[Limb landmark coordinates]
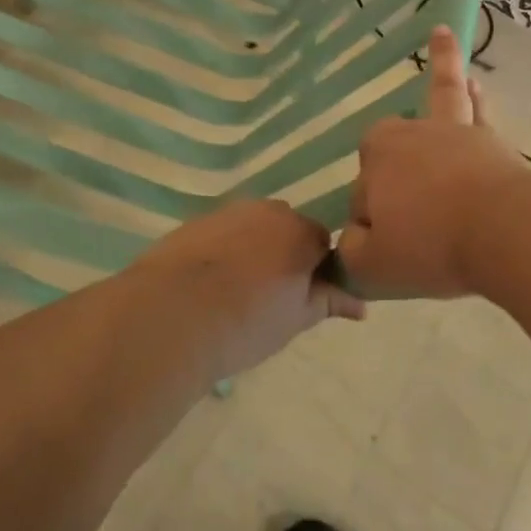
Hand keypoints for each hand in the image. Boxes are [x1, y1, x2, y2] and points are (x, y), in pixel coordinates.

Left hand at [133, 199, 364, 378]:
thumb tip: (360, 304)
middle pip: (286, 229)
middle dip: (285, 256)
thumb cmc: (246, 320)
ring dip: (253, 251)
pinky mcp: (193, 223)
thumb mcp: (296, 318)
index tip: (302, 298)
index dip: (316, 271)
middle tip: (271, 299)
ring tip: (236, 293)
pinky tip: (209, 284)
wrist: (171, 315)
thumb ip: (329, 302)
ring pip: (252, 229)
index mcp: (298, 229)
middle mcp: (265, 210)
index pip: (322, 243)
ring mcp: (225, 212)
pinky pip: (221, 234)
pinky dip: (222, 252)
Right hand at [335, 26, 530, 298]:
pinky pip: (476, 110)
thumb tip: (355, 238)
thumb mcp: (372, 264)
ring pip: (441, 98)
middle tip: (409, 212)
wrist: (506, 234)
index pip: (362, 193)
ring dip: (442, 68)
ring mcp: (455, 134)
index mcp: (378, 156)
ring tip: (441, 36)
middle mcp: (411, 134)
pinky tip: (474, 81)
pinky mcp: (491, 143)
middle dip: (390, 168)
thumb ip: (352, 250)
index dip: (371, 224)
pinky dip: (472, 92)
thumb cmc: (431, 245)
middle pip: (392, 145)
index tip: (390, 248)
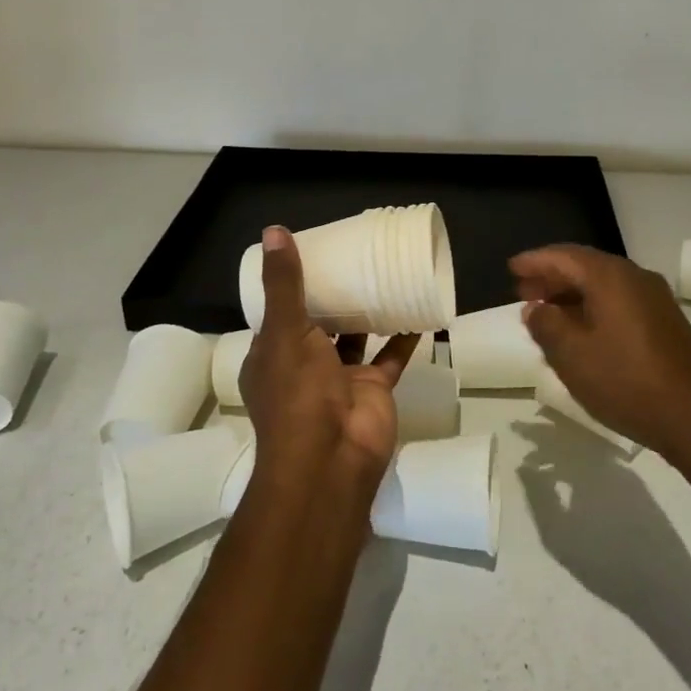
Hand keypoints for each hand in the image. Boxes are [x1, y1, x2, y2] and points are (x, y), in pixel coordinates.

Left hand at [240, 226, 419, 507]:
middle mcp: (303, 365)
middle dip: (334, 295)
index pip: (279, 312)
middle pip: (319, 323)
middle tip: (355, 256)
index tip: (314, 253)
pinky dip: (403, 335)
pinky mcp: (373, 388)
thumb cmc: (299, 393)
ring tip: (385, 273)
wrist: (332, 459)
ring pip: (355, 337)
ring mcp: (340, 378)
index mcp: (272, 354)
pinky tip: (418, 307)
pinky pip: (389, 356)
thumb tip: (273, 231)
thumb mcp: (285, 331)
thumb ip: (284, 284)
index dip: (292, 285)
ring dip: (367, 312)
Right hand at [511, 244, 690, 460]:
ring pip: (604, 285)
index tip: (511, 268)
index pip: (564, 256)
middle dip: (552, 277)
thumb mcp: (572, 355)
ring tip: (546, 313)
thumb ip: (546, 325)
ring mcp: (655, 299)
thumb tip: (535, 309)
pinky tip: (581, 331)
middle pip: (585, 266)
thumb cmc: (625, 381)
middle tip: (524, 292)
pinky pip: (620, 302)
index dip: (535, 261)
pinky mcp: (665, 323)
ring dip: (572, 294)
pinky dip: (594, 307)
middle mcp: (635, 277)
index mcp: (610, 277)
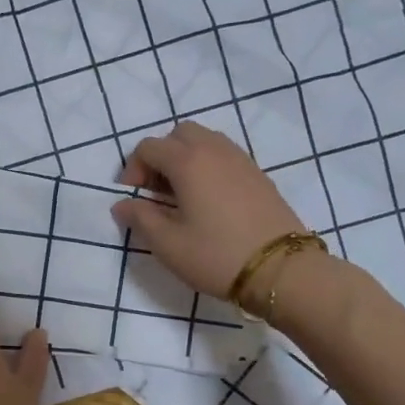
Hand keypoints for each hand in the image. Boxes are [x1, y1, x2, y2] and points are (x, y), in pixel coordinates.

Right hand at [110, 122, 307, 300]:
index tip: (135, 199)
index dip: (133, 170)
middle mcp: (214, 149)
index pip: (148, 147)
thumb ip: (140, 218)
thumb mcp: (168, 244)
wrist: (282, 269)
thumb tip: (123, 204)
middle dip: (161, 157)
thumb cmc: (216, 255)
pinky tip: (209, 202)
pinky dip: (208, 167)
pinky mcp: (258, 174)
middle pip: (179, 134)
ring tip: (182, 197)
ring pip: (204, 141)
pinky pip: (224, 156)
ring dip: (185, 159)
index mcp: (187, 161)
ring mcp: (241, 159)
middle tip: (157, 192)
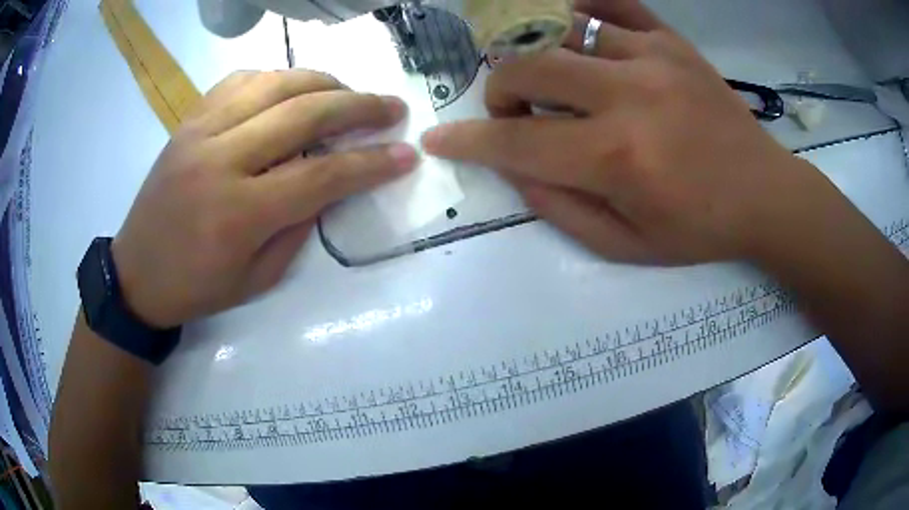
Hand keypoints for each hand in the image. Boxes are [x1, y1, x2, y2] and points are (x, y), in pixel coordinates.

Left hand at [112, 70, 416, 327]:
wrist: (136, 274)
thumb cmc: (197, 288)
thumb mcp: (258, 279)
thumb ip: (298, 228)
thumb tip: (329, 183)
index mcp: (240, 213)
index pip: (322, 174)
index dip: (372, 163)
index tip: (407, 154)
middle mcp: (221, 159)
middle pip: (304, 113)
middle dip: (359, 106)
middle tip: (391, 106)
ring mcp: (201, 132)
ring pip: (274, 83)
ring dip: (322, 81)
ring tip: (347, 92)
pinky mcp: (188, 121)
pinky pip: (239, 80)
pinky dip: (275, 78)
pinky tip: (290, 89)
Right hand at [423, 0, 829, 264]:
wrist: (764, 193)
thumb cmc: (699, 228)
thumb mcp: (626, 245)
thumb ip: (560, 208)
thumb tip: (515, 166)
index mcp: (617, 158)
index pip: (516, 141)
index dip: (469, 141)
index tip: (441, 138)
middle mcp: (629, 95)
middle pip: (527, 67)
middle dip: (501, 91)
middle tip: (516, 111)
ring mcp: (652, 57)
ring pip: (560, 31)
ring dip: (536, 55)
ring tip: (549, 77)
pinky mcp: (672, 41)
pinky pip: (611, 4)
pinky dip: (579, 10)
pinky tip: (574, 29)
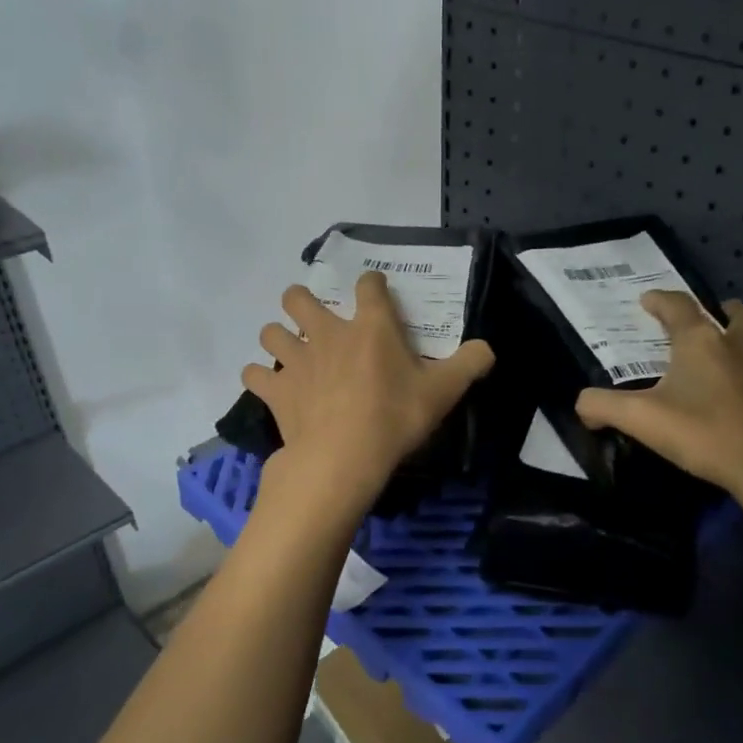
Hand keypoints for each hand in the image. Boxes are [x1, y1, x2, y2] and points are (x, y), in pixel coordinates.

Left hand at [242, 271, 494, 513]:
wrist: (344, 457)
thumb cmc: (395, 418)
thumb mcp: (444, 392)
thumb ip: (469, 364)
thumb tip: (488, 348)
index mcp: (370, 327)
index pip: (369, 286)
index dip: (373, 285)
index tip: (375, 292)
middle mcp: (327, 333)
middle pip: (298, 297)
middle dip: (301, 301)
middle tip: (314, 319)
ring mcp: (295, 360)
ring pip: (270, 332)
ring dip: (277, 337)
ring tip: (290, 353)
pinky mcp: (276, 390)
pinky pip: (253, 375)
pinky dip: (259, 378)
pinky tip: (269, 387)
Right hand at [575, 292, 742, 507]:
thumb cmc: (700, 434)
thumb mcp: (639, 420)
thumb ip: (602, 407)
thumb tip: (580, 405)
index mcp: (700, 344)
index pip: (677, 307)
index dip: (661, 300)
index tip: (648, 301)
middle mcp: (741, 347)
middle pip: (741, 314)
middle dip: (728, 312)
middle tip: (717, 321)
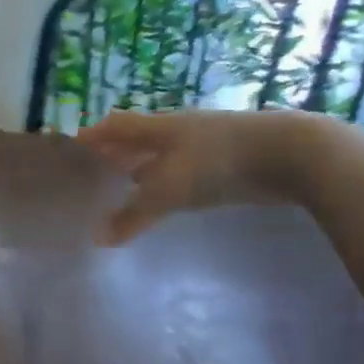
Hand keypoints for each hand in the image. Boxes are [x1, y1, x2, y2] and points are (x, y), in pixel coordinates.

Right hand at [78, 109, 320, 244]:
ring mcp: (205, 145)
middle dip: (117, 152)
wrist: (288, 155)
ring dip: (144, 168)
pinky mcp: (227, 163)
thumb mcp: (168, 190)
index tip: (75, 146)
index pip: (116, 126)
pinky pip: (186, 170)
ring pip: (164, 155)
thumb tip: (98, 238)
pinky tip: (169, 197)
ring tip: (125, 185)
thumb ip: (133, 215)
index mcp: (158, 127)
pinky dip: (170, 181)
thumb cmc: (217, 162)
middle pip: (139, 138)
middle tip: (95, 169)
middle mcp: (178, 131)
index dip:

> _WORK TO BE COMPLETED_:
Would you output all of the entries above exactly, keeping the pictures out?

> _FINISHED EXERCISE_:
Hand keypoints for each hand in the image. Boxes are [x1, y1, x2, y2] and points are (x, y), in pixel coordinates.

Left hand at [133, 199, 364, 378]:
thumb tip: (360, 304)
middle pip: (286, 229)
middle dip: (285, 256)
thumb cmc: (246, 320)
ring dip: (253, 251)
pinky mcp: (193, 223)
thumb mcp: (296, 318)
index tip: (302, 298)
index dip: (316, 271)
middle tip: (271, 299)
ring tip: (236, 293)
pinky tip: (209, 284)
wrist: (171, 315)
thumb ip: (329, 302)
ring pip: (252, 229)
index mcp: (298, 229)
middle mcp: (265, 210)
index pip: (322, 243)
ring mcp: (225, 212)
pinky pip: (221, 234)
pinky dip: (222, 252)
Right hand at [335, 26, 530, 298]:
pinky pip: (476, 110)
thumb tip: (355, 238)
thumb mcp: (372, 264)
ring pip: (441, 98)
middle tip: (409, 212)
wrist: (506, 234)
index pip: (362, 193)
ring dip: (442, 68)
ring mcp: (455, 134)
index mcp: (378, 156)
ring tip: (441, 36)
middle mcp: (411, 134)
pinky tip: (474, 81)
pinky mcp: (491, 143)
middle dip: (390, 168)
thumb ip: (352, 250)
index dip: (371, 224)
pinky dip: (472, 92)
thumb cmc: (431, 245)
middle pip: (392, 145)
index tip: (390, 248)
Hand keypoints for each hand in the image. Boxes are [x1, y1, x2, y2] and points are (x, y), in pixel coordinates.

Left hand at [240, 226, 419, 507]:
middle mcp: (303, 365)
middle dip: (334, 295)
index pip: (279, 312)
middle pip: (319, 323)
middle tip: (355, 256)
index tip: (314, 253)
pinky dip: (403, 335)
pinky mcp: (373, 388)
thumb cmc: (299, 393)
ring tip: (385, 273)
wrist: (332, 459)
ring pip: (355, 337)
ring mcp: (340, 378)
index mcp: (272, 354)
pinky tip: (418, 307)
pinky pip: (389, 356)
thumb tip: (273, 231)
thumb mcp: (285, 331)
thumb ip: (284, 284)
index dip: (292, 285)
ring dip: (367, 312)
Right hand at [511, 244, 690, 460]:
ring pip: (604, 285)
index tip: (511, 268)
index pip: (564, 256)
middle dip: (552, 277)
thumb mcp: (572, 355)
ring tip: (546, 313)
thumb ip: (546, 325)
ring mcp: (655, 299)
thumb tip: (535, 309)
pinky tip: (581, 331)
middle pip: (585, 266)
thumb cmc: (625, 381)
middle tip: (524, 292)
pinky pip: (620, 302)
index dip: (535, 261)
pinky mcp: (665, 323)
ring dip: (572, 294)
pinky dip: (594, 307)
middle mcp: (635, 277)
index mcp: (610, 277)
Hand keypoints for each hand in the image. Boxes are [x1, y1, x2, y2] and points are (x, y), in pixel coordinates.

Right hand at [110, 122, 307, 300]:
index tip: (135, 199)
index dip: (133, 170)
middle mcp: (214, 149)
index pip: (148, 147)
thumb ip: (140, 218)
thumb mcp: (168, 244)
wrist: (282, 269)
thumb tip: (123, 204)
middle dip: (161, 157)
thumb cmc: (216, 255)
pinky tip: (209, 202)
pinky dip: (208, 167)
pinky mcp: (258, 174)
middle pip: (179, 134)
ring tip: (182, 197)
ring pip: (204, 141)
pinky pip: (224, 156)
ring dip: (185, 159)
index mcp: (187, 161)
ring mcp: (241, 159)
middle tip: (157, 192)
Hand keypoints for each hand in the image. Boxes are [x1, y1, x2, y2] and points are (x, y), in pixel coordinates.

Left hand at [112, 70, 416, 327]:
wrist: (136, 274)
thumb cmc: (197, 288)
thumb mcp: (258, 279)
thumb ip: (298, 228)
thumb tip: (329, 183)
index mcp: (240, 213)
index pip: (322, 174)
index dip: (372, 163)
index tip: (407, 154)
middle mcp: (221, 159)
middle pip: (304, 113)
middle dip: (359, 106)
middle tip: (391, 106)
ring mcp: (201, 132)
ring pip: (274, 83)
ring dip: (322, 81)
ring tip: (347, 92)
pinky mcp: (188, 121)
pinky pip: (239, 80)
pinky dip: (275, 78)
pinky tip: (290, 89)
Right hand at [423, 0, 829, 264]:
wrist: (764, 193)
thumb cmc: (699, 228)
thumb mcp: (626, 245)
thumb ip: (560, 208)
thumb tip: (515, 166)
index mcp: (617, 158)
index pip: (516, 141)
index dip: (469, 141)
index tip: (441, 138)
middle mcp: (629, 95)
middle pip: (527, 67)
middle dip: (501, 91)
middle tip: (516, 111)
ring mcp: (652, 57)
ring pip: (560, 31)
ring dip: (536, 55)
ring tip: (549, 77)
pinky mcp: (672, 41)
pinky pip: (611, 4)
pinky dip: (579, 10)
pinky tip: (574, 29)
Hand keypoints for each hand in the image. Boxes are [x1, y1, x2, y2] and points are (x, y), in pixel coordinates.

Left hand at [242, 271, 494, 513]:
wrist: (344, 457)
thumb cmc: (395, 418)
thumb mcp: (444, 392)
thumb ip: (469, 364)
thumb tip: (488, 348)
index mcp: (370, 327)
index pip: (369, 286)
index dip: (373, 285)
index tip: (375, 292)
middle mcp: (327, 333)
middle pip: (298, 297)
middle dip: (301, 301)
middle tip: (314, 319)
ring mcp: (295, 360)
ring pip: (270, 332)
ring dip: (277, 337)
ring tip: (290, 353)
pinky mcp: (276, 390)
pinky pip: (253, 375)
pinky dip: (259, 378)
pinky tip: (269, 387)
Right hand at [575, 292, 742, 507]:
thumb cmc: (700, 434)
thumb mcp: (639, 420)
thumb ip: (602, 407)
thumb tip: (580, 405)
index mcp: (700, 344)
index pip: (677, 307)
index dip: (661, 300)
index tip: (648, 301)
middle mcp: (741, 347)
middle pip: (741, 314)
middle dip: (728, 312)
middle tip: (717, 321)
Hand keypoints for each hand in the image. Boxes are [x1, y1, x2, y2] and points are (x, y), in pixel coordinates.

Right hand at [78, 109, 320, 244]:
ring mcp: (205, 145)
middle dip: (117, 152)
wrist: (288, 155)
ring dip: (144, 168)
pinky mcp: (227, 163)
thumb mcp: (168, 190)
index tip: (75, 146)
index pip: (116, 126)
pinky pip: (186, 170)
ring pip: (164, 155)
thumb tip: (98, 238)
pinky tip: (169, 197)
ring tip: (125, 185)
thumb ip: (133, 215)
index mcp: (158, 127)
pinky dip: (170, 181)
thumb cmc: (217, 162)
middle pip: (139, 138)
middle tip: (95, 169)
middle mcp: (178, 131)
index dip:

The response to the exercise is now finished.